──────── RECORD SET

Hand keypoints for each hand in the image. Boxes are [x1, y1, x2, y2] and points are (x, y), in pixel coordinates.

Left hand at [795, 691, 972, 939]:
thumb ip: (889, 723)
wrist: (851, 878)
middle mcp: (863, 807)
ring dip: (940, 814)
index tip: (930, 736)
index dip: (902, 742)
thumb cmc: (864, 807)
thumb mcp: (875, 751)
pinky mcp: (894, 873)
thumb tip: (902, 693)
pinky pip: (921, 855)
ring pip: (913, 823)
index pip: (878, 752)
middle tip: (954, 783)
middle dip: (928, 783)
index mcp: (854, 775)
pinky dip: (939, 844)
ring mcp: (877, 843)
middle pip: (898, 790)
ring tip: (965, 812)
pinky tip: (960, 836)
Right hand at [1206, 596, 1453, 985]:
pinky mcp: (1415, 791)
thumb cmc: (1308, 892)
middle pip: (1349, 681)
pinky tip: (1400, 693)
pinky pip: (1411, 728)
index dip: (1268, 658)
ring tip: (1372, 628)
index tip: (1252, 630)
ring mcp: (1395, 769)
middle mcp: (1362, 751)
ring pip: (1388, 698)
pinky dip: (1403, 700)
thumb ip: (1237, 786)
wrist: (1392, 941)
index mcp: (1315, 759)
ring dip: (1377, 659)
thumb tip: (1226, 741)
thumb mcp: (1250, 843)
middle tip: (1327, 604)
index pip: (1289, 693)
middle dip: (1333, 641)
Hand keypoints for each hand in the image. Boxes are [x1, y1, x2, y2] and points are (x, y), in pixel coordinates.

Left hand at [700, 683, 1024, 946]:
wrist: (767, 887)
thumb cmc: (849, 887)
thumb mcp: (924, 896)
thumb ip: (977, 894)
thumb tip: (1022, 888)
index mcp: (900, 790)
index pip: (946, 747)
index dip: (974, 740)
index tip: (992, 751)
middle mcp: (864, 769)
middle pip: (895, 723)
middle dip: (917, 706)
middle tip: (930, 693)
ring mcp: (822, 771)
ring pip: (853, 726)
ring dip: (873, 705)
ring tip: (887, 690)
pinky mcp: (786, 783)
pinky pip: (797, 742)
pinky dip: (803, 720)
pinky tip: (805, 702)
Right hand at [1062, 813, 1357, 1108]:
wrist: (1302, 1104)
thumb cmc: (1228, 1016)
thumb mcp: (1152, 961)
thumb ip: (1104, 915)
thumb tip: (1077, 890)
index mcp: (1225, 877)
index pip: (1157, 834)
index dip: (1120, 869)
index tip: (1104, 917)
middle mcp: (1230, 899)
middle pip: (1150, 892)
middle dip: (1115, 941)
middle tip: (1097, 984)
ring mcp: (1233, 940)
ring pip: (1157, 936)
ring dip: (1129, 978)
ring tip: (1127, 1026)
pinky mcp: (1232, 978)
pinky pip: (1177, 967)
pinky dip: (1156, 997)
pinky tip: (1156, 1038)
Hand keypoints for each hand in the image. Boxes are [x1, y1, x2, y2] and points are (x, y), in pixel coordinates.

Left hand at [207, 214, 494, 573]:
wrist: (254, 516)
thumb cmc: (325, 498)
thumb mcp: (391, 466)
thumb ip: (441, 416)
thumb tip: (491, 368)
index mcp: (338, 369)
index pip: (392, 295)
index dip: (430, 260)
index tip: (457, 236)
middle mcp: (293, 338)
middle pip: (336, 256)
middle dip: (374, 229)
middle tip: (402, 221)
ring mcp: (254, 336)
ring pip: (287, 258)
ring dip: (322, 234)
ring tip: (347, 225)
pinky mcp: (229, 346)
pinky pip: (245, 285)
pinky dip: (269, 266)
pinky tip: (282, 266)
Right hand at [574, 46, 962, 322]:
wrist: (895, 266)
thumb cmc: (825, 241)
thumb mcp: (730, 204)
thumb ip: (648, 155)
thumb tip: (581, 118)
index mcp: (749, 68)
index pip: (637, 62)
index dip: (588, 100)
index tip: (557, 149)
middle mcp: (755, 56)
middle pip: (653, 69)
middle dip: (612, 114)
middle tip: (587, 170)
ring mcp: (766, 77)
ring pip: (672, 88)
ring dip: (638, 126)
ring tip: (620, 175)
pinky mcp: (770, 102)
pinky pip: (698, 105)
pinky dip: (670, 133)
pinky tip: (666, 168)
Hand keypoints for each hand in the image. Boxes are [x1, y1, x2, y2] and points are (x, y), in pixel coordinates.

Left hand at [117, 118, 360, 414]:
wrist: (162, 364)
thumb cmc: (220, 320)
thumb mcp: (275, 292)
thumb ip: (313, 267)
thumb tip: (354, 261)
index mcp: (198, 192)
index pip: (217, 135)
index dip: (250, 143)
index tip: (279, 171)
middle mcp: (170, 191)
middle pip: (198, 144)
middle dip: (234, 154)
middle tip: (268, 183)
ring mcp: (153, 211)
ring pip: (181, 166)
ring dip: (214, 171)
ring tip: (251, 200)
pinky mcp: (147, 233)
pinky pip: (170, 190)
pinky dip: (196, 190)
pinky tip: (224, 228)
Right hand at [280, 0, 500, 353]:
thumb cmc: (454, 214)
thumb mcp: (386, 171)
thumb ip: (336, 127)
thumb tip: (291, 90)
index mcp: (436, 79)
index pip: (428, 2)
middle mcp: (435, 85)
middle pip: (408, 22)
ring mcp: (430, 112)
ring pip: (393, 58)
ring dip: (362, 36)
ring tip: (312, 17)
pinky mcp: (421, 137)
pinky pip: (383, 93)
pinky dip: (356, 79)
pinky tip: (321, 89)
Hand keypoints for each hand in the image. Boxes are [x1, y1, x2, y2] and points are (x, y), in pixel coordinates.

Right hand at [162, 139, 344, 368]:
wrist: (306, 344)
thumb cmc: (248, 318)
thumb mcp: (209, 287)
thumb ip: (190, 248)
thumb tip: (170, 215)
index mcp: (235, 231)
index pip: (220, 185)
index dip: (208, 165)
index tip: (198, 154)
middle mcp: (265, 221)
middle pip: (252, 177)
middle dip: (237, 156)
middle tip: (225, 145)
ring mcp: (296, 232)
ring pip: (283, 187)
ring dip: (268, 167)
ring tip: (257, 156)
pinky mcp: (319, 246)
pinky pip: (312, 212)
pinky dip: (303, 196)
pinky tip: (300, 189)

────────────────

GOAL OF THE EXERCISE:
Copy only this part of the entries above: the line with "ring tip: (347, 225)", the line with "pinky tip: (666, 168)", and the lines between, all exactly as written.

EXERCISE OUTPUT:
ring tip: (347, 225)
pinky mcp: (229, 346)
pinky pip: (245, 285)
pinky dip: (269, 266)
pinky tip: (282, 266)
Right hand at [574, 46, 962, 322]:
wrist: (895, 266)
thumb cmc: (825, 241)
thumb mcp: (730, 204)
thumb ip: (648, 155)
thumb tip: (581, 118)
index mcp: (749, 68)
index pip: (637, 62)
index dip: (588, 100)
index tip: (557, 149)
middle mcp: (755, 56)
middle pip: (653, 69)
middle dip: (612, 114)
middle tip: (587, 170)
ring mcp: (766, 77)
ring pip: (672, 88)
ring dip: (638, 126)
ring tip: (620, 175)
pinky mcp: (770, 102)
pinky pip: (698, 105)
pinky dip: (670, 133)
pinky tip: (666, 168)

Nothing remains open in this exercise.